- Genre: Telenovela
- Based on: Sos mi vida by Adrián Suar and Ernesto Korovsky
- Written by: Juan Carlos Alcalá; Rosa Salazar Arenas; Fermín Zúñiga; Juan Carlos Tejeda;
- Directed by: Sergio Cataño; Alejandro Gamboa; Claudio Reyes Rubio; Sergio Quintero;
- Starring: Danna García; Sebastián Rulli; Raúl Araiza; Ana Martín; Otto Sirgo; Eugenia Cauduro; Laisha Wilkins;
- Theme music composer: Alonzo Davolos; Angela Davolos;
- Opening theme: "Un gancho al corazón" performed by Playa Limbo
- Country of origin: Mexico
- Original language: Spanish
- No. of episodes: 220

Production
- Executive producer: Angelli Nesma Medina
- Producer: Ignacio Alarcón
- Production locations: Tepoztlán, Morelos
- Cinematography: Claudio Lara; Armando Zafra;
- Editors: Octavio Lopez; Daniel Renteria;
- Running time: 42-45 minutes
- Production company: Televisa

Original release
- Network: Canal de las Estrellas
- Release: August 25, 2008 – June 26, 2009

= Un gancho al corazón =

Mexican telenovela

Un gancho al corazón (English title: A Blow to the Heart) is a Mexican telenovela produced by Angelli Nesma Medina for Televisa that aired from August 25, 2008, to June 26, 2009. It is based on the Argentine telenovela Sos mi vida. In the United States the telenovela aired on Univision from June 22, 2009, to May 3, 2010. Un gancho al corazón was released on DVD on October 5, 2010.

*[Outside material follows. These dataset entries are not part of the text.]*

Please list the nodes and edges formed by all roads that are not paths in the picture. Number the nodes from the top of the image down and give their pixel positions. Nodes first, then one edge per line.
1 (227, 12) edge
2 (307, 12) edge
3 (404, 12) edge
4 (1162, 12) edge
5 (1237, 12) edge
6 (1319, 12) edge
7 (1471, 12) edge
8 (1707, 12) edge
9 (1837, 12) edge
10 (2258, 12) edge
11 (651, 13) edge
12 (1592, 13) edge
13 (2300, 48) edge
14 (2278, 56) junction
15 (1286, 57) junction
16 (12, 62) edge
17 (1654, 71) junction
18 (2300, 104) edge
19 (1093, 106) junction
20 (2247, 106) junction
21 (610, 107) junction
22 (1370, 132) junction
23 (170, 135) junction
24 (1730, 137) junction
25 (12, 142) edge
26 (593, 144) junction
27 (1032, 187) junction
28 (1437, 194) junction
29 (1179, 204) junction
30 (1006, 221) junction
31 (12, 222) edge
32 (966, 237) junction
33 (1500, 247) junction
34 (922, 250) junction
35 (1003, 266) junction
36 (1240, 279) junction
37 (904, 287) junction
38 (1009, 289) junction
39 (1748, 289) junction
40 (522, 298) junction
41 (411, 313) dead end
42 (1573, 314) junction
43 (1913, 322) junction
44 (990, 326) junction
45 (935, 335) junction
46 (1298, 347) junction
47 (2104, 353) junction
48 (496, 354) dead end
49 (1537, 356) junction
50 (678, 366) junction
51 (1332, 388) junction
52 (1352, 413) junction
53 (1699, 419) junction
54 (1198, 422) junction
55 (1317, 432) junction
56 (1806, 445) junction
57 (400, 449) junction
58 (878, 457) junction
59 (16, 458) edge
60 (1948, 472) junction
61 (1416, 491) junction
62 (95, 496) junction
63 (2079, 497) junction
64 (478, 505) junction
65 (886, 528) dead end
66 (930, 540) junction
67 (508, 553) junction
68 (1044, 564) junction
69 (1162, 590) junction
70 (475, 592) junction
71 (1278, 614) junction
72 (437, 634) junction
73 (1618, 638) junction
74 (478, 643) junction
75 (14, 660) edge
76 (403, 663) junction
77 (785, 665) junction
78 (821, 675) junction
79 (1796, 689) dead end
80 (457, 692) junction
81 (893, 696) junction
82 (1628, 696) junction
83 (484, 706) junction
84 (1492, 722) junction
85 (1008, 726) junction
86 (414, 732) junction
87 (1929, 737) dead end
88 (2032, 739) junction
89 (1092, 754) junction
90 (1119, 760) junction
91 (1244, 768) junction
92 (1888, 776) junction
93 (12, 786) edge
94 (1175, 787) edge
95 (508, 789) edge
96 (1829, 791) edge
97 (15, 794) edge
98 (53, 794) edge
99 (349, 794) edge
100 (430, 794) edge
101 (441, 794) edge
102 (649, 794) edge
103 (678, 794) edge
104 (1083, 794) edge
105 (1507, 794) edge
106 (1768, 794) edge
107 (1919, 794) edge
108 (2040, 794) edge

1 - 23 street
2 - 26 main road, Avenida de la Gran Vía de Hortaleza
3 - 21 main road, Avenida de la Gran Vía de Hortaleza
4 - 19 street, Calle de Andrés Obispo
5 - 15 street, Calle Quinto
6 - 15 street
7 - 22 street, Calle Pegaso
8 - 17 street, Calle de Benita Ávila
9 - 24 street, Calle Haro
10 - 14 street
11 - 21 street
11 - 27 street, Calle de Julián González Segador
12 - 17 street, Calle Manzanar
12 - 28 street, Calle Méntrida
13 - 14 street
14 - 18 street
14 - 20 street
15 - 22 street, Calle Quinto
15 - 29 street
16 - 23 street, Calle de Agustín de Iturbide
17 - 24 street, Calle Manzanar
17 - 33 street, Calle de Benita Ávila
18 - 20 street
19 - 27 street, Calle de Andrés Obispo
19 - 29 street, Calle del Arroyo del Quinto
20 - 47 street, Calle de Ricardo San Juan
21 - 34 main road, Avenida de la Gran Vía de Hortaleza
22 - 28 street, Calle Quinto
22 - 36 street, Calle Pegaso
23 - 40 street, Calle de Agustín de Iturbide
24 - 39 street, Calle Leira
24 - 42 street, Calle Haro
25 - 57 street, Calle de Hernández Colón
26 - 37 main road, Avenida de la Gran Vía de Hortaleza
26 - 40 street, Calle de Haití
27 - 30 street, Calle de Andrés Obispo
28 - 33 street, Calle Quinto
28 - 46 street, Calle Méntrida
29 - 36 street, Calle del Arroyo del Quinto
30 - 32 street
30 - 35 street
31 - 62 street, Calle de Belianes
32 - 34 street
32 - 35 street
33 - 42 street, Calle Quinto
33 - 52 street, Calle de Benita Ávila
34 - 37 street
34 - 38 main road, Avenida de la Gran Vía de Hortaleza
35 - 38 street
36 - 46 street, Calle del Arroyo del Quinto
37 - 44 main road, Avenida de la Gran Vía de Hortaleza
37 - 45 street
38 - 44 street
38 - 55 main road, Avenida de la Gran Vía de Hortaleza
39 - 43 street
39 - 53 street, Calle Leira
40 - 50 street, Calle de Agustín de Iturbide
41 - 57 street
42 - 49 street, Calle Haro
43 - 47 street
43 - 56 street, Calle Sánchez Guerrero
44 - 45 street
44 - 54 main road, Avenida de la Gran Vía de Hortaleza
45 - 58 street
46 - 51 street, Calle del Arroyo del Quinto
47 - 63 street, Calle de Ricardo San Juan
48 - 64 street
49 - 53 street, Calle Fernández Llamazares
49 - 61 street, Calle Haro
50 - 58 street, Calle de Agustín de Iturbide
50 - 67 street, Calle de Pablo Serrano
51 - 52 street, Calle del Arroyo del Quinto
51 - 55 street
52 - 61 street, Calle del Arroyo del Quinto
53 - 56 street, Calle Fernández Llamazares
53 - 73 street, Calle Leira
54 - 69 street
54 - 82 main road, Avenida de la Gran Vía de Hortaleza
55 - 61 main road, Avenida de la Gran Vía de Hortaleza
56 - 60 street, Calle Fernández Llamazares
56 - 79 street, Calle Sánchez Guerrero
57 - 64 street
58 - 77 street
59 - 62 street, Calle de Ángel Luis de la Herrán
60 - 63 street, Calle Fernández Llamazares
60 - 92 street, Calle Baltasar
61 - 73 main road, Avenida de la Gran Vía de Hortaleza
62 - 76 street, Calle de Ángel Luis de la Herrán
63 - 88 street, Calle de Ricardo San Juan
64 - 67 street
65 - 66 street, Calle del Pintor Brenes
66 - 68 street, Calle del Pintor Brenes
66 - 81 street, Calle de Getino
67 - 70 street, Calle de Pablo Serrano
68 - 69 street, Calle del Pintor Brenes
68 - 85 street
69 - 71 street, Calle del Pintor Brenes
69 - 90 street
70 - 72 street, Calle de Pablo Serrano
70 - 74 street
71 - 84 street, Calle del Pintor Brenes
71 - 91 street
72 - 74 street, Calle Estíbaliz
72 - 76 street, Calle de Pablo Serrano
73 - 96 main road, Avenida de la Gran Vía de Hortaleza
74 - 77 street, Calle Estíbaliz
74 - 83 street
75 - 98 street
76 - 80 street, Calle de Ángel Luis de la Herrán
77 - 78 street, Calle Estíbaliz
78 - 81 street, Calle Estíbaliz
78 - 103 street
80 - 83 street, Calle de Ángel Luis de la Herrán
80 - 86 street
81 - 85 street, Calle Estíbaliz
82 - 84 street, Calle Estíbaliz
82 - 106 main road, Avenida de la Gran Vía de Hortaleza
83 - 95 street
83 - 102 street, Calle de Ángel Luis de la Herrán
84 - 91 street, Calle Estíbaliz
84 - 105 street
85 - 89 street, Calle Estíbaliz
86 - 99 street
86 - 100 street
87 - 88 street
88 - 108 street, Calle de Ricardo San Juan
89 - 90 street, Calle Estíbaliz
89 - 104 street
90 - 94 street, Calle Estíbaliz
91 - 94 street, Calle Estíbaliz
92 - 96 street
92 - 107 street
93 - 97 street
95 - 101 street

Danna García and Sebastián Rulli star in the lead roles, while Laisha Wilkins, Roberto Blandón, Agustín Arana and Macaria starred as antagonists. Raúl Araiza, Margarita Magaña and Ana Martin starred as stellar performances.

==Plot==
Valentina López is a young professional boxer known as "La Monita". Roberto "Beto" Ochoa is her trainer and boyfriend, who puts her under pressure to train and win so he can get money for himself and his mother, Nieves. Nieves raised "Monita" because her own mother, Isabel, abandoned her.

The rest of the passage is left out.